Material provided:

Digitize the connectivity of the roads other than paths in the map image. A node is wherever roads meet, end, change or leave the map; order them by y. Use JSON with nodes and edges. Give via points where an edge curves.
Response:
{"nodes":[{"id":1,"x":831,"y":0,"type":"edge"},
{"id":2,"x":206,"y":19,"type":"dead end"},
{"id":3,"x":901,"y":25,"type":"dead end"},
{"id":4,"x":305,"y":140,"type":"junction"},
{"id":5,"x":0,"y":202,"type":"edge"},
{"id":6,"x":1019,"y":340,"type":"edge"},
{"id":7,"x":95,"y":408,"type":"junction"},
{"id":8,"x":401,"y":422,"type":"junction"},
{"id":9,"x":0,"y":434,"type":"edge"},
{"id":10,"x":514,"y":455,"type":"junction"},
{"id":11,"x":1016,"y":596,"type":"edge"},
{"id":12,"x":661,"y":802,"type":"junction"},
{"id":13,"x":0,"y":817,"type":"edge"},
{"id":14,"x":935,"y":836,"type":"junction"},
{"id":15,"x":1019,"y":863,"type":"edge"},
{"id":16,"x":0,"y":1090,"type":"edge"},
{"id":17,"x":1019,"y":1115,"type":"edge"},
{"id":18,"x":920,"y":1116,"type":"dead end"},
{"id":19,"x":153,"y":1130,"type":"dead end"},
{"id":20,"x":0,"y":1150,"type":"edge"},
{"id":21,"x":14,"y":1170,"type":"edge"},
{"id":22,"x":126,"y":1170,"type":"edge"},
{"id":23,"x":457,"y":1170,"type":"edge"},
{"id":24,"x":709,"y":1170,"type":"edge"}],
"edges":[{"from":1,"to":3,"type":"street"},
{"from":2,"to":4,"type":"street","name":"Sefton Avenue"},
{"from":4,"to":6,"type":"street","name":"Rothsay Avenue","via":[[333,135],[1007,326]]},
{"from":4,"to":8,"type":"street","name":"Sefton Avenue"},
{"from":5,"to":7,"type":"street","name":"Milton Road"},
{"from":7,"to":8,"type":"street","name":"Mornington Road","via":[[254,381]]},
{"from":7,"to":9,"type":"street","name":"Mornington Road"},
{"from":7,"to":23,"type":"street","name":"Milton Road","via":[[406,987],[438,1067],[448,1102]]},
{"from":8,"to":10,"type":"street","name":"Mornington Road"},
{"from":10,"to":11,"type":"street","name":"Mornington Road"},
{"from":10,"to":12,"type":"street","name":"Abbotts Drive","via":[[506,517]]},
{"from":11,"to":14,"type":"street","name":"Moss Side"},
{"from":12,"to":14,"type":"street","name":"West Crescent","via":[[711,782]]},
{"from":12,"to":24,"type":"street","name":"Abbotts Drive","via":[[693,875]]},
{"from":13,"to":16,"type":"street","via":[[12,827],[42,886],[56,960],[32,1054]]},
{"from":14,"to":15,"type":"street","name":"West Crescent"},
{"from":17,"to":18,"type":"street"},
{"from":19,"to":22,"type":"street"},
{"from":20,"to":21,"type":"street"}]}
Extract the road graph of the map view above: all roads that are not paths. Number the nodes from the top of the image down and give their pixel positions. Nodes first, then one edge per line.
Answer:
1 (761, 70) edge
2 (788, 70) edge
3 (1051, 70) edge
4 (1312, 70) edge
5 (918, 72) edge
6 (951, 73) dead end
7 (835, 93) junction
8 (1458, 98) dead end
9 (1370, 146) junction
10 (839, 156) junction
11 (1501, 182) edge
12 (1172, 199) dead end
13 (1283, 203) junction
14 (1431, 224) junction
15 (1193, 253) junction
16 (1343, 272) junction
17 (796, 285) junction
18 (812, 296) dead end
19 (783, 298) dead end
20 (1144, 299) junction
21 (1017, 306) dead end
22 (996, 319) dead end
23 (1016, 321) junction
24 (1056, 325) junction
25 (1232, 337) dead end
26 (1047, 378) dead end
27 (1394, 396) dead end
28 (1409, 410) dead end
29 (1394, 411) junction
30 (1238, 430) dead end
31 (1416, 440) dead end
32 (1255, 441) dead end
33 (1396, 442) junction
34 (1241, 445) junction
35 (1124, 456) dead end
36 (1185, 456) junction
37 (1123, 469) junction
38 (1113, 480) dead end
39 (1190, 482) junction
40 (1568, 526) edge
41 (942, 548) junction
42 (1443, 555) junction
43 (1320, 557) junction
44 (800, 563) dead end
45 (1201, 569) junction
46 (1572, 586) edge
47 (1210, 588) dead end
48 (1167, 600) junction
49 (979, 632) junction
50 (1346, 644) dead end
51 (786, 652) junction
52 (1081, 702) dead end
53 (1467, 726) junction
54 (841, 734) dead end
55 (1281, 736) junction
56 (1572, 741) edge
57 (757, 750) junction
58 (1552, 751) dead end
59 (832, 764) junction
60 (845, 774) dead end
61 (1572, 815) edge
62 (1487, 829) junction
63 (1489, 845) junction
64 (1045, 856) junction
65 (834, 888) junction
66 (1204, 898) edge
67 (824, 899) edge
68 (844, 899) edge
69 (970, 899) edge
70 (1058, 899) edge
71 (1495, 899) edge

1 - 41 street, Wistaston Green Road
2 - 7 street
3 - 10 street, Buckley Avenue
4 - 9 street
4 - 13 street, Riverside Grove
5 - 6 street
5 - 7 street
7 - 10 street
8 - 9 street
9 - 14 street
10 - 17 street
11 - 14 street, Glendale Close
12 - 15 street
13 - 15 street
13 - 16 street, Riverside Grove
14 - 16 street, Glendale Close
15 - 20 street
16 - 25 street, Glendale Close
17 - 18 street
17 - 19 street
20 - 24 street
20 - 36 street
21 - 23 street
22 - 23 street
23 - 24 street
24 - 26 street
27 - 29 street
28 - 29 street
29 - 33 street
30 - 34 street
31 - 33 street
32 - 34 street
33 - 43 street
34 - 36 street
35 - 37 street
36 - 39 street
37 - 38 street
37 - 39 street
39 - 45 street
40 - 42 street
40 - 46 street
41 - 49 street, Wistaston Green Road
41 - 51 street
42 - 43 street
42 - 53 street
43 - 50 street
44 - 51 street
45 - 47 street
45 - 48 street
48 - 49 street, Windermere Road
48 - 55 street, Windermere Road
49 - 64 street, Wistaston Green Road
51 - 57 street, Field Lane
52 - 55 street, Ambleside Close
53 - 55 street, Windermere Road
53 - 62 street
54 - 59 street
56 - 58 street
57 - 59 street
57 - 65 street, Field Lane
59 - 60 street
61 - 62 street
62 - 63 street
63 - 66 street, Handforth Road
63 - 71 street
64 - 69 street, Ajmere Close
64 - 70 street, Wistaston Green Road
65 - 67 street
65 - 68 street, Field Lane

---

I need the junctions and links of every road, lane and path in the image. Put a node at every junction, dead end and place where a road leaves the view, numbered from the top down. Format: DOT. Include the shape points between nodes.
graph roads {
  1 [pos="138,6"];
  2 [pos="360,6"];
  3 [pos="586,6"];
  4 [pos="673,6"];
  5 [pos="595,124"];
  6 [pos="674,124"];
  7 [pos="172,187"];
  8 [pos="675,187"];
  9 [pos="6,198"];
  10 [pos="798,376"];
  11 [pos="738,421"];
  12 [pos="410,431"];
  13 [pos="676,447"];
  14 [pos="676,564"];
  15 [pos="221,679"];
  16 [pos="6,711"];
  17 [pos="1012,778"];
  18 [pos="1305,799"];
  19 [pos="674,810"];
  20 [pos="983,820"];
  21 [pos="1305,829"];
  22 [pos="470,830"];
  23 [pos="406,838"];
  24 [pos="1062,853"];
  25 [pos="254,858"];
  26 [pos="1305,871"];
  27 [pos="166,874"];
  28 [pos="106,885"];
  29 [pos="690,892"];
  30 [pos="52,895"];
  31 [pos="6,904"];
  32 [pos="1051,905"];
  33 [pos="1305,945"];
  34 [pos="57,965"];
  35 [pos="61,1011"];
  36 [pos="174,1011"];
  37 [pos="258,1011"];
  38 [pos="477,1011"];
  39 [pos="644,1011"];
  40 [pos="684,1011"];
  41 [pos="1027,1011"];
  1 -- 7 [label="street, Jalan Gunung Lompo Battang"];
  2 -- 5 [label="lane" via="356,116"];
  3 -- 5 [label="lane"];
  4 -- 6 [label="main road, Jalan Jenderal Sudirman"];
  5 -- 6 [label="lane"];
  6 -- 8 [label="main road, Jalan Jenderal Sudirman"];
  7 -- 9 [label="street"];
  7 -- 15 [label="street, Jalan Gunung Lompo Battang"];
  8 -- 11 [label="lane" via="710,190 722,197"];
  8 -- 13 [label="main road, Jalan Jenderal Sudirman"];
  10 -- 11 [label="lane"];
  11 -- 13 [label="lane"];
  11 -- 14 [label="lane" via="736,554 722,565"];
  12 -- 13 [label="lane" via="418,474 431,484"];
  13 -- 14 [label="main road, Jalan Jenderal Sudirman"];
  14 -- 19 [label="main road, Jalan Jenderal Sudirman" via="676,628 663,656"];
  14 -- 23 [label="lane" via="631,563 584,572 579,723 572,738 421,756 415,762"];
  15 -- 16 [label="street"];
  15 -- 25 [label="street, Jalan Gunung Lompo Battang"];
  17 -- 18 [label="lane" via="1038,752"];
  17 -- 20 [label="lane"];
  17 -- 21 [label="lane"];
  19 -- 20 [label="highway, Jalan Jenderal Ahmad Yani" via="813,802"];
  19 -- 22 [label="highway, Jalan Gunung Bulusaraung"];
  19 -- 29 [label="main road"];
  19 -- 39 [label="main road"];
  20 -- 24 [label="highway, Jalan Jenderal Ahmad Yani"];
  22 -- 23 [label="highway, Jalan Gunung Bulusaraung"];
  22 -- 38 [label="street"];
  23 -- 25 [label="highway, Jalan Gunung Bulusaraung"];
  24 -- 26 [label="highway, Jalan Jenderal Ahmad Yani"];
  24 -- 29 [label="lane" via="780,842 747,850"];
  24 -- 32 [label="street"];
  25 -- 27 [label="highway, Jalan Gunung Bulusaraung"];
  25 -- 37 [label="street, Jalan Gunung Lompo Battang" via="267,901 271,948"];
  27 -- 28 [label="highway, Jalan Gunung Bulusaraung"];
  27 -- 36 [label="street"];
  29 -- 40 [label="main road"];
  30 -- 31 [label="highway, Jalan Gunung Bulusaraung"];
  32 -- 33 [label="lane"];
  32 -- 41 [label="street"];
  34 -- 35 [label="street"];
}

---

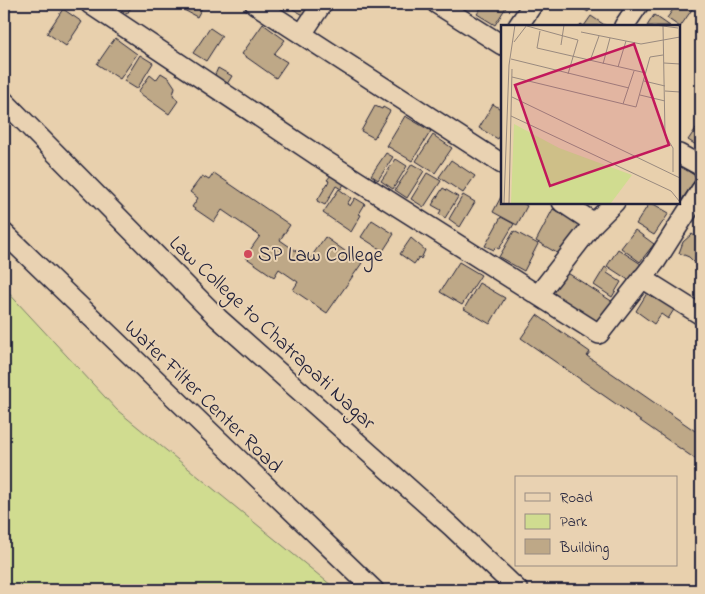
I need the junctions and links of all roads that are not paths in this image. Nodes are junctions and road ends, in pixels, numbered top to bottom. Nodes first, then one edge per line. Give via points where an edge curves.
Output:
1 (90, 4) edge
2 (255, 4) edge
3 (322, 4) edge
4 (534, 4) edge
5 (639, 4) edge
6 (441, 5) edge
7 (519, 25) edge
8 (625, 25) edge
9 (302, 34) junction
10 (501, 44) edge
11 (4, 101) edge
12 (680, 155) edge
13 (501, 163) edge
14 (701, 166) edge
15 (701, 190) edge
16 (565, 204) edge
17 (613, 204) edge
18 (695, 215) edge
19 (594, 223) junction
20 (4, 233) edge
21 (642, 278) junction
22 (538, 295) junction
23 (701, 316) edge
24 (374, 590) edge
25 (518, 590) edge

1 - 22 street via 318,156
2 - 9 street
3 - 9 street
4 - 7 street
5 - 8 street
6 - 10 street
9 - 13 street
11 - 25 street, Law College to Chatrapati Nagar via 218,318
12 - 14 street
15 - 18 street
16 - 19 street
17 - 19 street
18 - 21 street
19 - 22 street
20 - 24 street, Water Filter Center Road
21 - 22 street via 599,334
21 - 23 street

What needs to be done: Find the lines above that hold "first", then copy each of them.

Result of this task:
Extract the road graph of the map view above: all roads that are not paths. Number the nodes from the top of the image down and give their pixel positions. Nodes first, then one edge per line.
I need the junctions and links of all roads that are not paths in this image. Nodes are junctions and road ends, in pixels, numbered top to bottom. Nodes first, then one edge per line. Give via points where an edge curves.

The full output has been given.